> **What is expected**
Lines from the listing that hold the string "СӨҮЛИЙН" are what you should return.
[[ Data for this task open ]]
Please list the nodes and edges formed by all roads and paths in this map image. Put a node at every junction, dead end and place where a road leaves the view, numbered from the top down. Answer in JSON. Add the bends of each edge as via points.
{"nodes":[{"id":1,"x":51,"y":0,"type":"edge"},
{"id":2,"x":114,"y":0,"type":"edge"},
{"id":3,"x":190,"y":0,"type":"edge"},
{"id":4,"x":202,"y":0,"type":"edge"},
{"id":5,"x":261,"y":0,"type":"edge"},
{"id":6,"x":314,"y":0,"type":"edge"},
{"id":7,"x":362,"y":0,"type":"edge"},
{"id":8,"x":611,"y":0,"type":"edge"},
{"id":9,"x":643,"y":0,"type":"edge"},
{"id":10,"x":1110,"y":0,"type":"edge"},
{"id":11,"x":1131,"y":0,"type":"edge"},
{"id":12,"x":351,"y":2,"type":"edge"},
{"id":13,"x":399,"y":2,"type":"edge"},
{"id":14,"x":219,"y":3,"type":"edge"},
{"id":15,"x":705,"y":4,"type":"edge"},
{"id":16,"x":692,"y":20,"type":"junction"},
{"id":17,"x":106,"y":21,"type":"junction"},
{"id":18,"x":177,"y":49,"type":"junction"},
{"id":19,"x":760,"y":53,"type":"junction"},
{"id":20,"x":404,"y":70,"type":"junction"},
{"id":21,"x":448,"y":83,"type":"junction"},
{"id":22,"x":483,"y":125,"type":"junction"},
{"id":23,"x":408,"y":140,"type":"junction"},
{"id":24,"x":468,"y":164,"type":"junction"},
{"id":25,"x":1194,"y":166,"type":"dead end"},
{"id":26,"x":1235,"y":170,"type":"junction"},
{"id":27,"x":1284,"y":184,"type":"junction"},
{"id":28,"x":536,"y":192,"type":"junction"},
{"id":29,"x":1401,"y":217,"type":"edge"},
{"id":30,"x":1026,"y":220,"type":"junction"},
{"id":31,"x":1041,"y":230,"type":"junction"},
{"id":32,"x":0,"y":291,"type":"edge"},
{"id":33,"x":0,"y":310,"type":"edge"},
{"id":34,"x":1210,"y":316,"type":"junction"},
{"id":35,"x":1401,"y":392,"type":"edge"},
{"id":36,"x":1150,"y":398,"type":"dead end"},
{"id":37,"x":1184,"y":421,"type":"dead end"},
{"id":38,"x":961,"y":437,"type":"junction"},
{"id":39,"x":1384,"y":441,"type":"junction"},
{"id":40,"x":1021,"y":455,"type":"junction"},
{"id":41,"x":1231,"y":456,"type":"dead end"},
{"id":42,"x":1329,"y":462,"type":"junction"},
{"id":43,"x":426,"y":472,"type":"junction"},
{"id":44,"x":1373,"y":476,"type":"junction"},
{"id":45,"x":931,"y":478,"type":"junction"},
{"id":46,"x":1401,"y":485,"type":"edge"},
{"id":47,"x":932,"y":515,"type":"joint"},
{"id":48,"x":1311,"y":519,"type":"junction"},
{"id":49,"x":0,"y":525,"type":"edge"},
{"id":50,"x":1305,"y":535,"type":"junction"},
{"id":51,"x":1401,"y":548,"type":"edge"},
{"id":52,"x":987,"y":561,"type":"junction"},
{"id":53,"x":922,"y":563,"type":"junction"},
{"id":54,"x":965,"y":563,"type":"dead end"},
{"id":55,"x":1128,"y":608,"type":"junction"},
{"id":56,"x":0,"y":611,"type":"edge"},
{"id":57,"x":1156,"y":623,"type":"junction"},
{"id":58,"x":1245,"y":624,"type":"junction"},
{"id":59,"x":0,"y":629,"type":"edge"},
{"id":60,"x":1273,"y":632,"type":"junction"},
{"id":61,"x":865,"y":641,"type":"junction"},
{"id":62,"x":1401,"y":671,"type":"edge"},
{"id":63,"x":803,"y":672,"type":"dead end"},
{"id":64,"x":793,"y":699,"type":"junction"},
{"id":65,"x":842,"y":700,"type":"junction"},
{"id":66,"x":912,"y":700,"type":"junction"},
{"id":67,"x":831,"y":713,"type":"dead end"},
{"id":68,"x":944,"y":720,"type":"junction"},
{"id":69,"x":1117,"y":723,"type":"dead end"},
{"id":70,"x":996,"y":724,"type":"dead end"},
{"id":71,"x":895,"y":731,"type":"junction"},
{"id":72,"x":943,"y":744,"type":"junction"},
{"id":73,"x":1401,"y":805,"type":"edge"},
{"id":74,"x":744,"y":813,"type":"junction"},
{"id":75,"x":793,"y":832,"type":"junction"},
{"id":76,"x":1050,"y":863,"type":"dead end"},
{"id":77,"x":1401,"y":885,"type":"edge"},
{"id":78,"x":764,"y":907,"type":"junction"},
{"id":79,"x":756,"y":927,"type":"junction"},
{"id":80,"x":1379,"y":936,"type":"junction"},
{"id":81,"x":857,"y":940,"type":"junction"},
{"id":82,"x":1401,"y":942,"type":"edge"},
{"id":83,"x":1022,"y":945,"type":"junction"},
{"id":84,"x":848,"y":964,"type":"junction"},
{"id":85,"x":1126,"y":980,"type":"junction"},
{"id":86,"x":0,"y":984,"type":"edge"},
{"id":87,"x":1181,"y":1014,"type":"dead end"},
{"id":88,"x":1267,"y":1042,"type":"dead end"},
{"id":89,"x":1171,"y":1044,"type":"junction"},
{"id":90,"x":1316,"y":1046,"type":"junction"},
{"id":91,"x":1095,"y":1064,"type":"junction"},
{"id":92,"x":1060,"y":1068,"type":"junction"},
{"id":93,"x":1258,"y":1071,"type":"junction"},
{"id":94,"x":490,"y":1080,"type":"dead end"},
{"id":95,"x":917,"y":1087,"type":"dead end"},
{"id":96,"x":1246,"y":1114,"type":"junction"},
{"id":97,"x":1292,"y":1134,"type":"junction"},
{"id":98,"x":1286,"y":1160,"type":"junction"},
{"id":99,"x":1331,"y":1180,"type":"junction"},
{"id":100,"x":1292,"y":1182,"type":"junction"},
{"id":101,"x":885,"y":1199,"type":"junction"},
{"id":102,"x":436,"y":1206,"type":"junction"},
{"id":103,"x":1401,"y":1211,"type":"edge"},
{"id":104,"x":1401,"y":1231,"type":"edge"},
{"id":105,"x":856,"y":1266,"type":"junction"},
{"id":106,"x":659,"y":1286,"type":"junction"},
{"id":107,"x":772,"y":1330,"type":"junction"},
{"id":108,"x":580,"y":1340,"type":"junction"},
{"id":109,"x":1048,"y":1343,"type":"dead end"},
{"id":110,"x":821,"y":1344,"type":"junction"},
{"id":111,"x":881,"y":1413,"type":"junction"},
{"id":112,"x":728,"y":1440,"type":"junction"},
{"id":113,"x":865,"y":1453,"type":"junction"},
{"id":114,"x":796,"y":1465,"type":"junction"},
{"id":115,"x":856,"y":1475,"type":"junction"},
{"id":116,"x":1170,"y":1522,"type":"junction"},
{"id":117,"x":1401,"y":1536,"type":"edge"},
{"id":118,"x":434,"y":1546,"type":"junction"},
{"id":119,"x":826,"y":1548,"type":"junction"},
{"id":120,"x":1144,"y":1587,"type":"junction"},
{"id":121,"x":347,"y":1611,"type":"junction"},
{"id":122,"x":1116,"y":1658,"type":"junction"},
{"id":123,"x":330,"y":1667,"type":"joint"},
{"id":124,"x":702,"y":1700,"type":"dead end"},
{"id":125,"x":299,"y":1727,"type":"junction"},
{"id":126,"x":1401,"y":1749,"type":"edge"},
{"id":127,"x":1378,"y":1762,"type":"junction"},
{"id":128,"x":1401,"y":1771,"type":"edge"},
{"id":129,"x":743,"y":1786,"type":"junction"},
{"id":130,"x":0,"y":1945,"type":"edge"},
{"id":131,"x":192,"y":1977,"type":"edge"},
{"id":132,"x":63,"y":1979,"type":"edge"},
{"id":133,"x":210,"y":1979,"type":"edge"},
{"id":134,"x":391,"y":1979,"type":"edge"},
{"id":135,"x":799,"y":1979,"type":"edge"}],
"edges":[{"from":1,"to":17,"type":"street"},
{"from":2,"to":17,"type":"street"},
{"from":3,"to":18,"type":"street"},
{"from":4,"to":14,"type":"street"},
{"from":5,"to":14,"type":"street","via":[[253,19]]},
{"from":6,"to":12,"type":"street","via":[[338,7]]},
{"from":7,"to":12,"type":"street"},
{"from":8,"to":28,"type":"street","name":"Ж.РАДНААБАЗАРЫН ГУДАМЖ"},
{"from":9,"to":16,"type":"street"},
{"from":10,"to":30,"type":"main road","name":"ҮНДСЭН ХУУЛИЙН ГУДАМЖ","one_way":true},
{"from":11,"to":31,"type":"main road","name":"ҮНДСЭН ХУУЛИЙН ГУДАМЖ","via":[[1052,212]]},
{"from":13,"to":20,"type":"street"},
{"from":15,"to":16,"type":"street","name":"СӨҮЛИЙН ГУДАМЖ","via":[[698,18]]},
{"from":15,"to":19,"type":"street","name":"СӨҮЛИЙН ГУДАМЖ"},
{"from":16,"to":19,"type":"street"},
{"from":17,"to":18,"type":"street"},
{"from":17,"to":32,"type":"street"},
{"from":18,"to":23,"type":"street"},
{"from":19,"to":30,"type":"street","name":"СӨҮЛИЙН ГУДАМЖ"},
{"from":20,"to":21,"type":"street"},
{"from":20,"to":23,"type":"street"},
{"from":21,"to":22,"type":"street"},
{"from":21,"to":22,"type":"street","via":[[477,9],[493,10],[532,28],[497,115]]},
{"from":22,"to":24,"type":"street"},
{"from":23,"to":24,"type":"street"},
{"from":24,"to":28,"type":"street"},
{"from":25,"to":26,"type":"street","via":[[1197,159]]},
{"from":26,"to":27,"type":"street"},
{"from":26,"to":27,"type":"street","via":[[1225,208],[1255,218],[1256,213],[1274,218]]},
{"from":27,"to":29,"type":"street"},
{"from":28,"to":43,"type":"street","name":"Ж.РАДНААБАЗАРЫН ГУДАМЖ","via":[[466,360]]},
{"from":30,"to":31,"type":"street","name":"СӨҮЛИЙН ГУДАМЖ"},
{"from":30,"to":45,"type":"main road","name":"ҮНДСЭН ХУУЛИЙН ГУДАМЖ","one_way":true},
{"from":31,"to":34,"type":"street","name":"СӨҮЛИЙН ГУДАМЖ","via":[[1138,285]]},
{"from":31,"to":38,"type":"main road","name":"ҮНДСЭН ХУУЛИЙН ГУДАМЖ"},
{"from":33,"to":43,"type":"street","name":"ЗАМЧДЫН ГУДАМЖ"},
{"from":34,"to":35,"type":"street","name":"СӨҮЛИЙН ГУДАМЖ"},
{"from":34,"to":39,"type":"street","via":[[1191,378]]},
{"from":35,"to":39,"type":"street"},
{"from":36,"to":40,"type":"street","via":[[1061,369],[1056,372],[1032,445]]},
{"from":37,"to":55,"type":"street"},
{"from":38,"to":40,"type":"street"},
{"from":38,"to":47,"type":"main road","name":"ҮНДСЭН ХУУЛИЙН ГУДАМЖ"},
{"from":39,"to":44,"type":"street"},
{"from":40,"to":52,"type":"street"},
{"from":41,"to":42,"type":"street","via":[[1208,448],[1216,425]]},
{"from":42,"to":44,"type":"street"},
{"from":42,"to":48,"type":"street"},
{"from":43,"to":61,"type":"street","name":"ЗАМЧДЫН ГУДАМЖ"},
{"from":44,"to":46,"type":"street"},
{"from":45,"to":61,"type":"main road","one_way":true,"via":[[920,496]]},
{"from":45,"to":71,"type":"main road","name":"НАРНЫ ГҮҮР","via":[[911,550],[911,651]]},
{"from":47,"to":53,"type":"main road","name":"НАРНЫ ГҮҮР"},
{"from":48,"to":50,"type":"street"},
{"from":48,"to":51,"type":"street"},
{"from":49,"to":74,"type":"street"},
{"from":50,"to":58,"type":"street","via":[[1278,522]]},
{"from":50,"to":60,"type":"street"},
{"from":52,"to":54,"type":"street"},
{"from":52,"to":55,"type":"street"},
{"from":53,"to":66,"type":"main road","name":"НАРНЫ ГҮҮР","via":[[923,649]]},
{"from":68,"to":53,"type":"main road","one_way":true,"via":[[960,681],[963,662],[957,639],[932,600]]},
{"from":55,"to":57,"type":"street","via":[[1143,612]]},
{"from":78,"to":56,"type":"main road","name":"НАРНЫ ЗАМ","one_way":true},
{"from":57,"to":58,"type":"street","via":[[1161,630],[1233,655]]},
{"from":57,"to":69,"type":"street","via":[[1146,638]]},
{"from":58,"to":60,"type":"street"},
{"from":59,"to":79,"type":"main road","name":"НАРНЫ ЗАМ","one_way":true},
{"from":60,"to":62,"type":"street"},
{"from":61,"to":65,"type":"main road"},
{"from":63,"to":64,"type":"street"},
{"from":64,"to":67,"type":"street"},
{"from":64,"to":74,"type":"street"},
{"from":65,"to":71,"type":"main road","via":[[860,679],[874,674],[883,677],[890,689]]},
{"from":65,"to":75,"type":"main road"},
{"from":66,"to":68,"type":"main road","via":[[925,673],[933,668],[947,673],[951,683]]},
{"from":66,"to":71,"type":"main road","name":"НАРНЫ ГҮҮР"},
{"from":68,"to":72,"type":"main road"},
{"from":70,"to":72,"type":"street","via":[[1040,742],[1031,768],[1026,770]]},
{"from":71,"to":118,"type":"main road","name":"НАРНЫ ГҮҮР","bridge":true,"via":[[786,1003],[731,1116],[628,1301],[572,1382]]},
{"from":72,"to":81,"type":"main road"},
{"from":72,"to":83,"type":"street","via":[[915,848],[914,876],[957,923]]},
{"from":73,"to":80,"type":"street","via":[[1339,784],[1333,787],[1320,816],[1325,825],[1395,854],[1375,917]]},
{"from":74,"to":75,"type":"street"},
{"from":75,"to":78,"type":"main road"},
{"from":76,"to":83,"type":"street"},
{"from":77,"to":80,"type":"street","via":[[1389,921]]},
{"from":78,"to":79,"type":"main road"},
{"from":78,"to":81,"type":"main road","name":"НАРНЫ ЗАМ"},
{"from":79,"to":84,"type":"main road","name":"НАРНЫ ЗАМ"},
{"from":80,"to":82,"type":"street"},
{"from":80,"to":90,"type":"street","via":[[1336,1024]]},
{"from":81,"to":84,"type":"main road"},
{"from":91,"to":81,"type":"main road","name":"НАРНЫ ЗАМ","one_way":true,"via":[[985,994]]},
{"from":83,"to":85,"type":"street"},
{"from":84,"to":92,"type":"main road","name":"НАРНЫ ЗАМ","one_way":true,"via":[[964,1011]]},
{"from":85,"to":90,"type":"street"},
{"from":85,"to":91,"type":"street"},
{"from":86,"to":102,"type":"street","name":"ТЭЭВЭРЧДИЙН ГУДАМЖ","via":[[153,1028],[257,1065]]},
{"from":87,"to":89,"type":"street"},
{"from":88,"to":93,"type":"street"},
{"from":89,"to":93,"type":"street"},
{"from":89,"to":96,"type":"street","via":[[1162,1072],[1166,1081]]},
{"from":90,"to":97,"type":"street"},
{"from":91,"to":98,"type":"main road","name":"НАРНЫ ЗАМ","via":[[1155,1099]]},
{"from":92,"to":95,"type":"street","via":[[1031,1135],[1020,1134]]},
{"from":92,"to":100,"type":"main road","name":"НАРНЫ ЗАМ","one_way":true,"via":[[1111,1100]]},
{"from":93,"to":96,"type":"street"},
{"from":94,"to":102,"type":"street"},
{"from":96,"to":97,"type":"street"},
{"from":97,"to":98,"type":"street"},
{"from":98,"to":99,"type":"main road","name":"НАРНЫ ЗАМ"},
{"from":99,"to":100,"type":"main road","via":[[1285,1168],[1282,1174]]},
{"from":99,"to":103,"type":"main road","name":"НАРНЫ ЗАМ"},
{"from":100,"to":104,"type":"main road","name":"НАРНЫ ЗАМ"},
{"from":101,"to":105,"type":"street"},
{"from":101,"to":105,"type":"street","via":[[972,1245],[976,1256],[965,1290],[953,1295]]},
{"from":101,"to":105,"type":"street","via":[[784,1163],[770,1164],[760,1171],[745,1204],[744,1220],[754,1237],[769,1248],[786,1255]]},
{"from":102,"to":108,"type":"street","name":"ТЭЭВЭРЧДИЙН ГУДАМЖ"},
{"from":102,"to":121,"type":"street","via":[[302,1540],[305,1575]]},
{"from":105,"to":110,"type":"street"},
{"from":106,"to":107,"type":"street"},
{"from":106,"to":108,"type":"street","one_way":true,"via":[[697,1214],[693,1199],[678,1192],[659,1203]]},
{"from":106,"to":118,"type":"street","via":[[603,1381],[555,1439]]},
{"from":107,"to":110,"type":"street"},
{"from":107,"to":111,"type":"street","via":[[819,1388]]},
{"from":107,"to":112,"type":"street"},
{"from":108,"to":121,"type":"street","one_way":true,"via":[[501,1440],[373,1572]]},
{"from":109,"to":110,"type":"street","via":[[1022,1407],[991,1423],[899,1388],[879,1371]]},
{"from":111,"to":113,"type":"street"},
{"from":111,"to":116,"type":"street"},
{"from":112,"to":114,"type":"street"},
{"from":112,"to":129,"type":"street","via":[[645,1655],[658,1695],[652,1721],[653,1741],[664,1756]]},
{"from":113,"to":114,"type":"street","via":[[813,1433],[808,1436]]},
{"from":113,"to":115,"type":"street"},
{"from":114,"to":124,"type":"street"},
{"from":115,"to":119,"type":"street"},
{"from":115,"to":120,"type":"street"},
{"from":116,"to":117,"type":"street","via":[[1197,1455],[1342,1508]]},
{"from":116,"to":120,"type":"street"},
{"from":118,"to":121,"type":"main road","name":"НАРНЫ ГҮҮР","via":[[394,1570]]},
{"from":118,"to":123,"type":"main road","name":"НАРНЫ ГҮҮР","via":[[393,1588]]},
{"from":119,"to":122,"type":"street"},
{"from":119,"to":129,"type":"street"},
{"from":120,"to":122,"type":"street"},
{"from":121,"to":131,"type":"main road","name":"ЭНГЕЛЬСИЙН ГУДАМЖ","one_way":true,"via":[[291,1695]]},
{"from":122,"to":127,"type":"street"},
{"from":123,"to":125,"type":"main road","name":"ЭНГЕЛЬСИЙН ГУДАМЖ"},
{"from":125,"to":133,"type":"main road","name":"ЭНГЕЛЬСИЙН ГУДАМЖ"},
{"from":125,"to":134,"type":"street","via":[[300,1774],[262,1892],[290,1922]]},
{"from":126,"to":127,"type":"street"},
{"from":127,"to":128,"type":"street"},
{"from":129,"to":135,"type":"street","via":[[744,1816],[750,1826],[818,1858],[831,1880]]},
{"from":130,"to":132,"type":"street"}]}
[[ Data for this task closed ]]
> **Answer to the exercise**
{"from":15,"to":16,"type":"street","name":"СӨҮЛИЙН ГУДАМЖ","via":[[698,18]]},
{"from":15,"to":19,"type":"street","name":"СӨҮЛИЙН ГУДАМЖ"},
{"from":19,"to":30,"type":"street","name":"СӨҮЛИЙН ГУДАМЖ"},
{"from":30,"to":31,"type":"street","name":"СӨҮЛИЙН ГУДАМЖ"},
{"from":31,"to":34,"type":"street","name":"СӨҮЛИЙН ГУДАМЖ","via":[[1138,285]]},
{"from":34,"to":35,"type":"street","name":"СӨҮЛИЙН ГУДАМЖ"},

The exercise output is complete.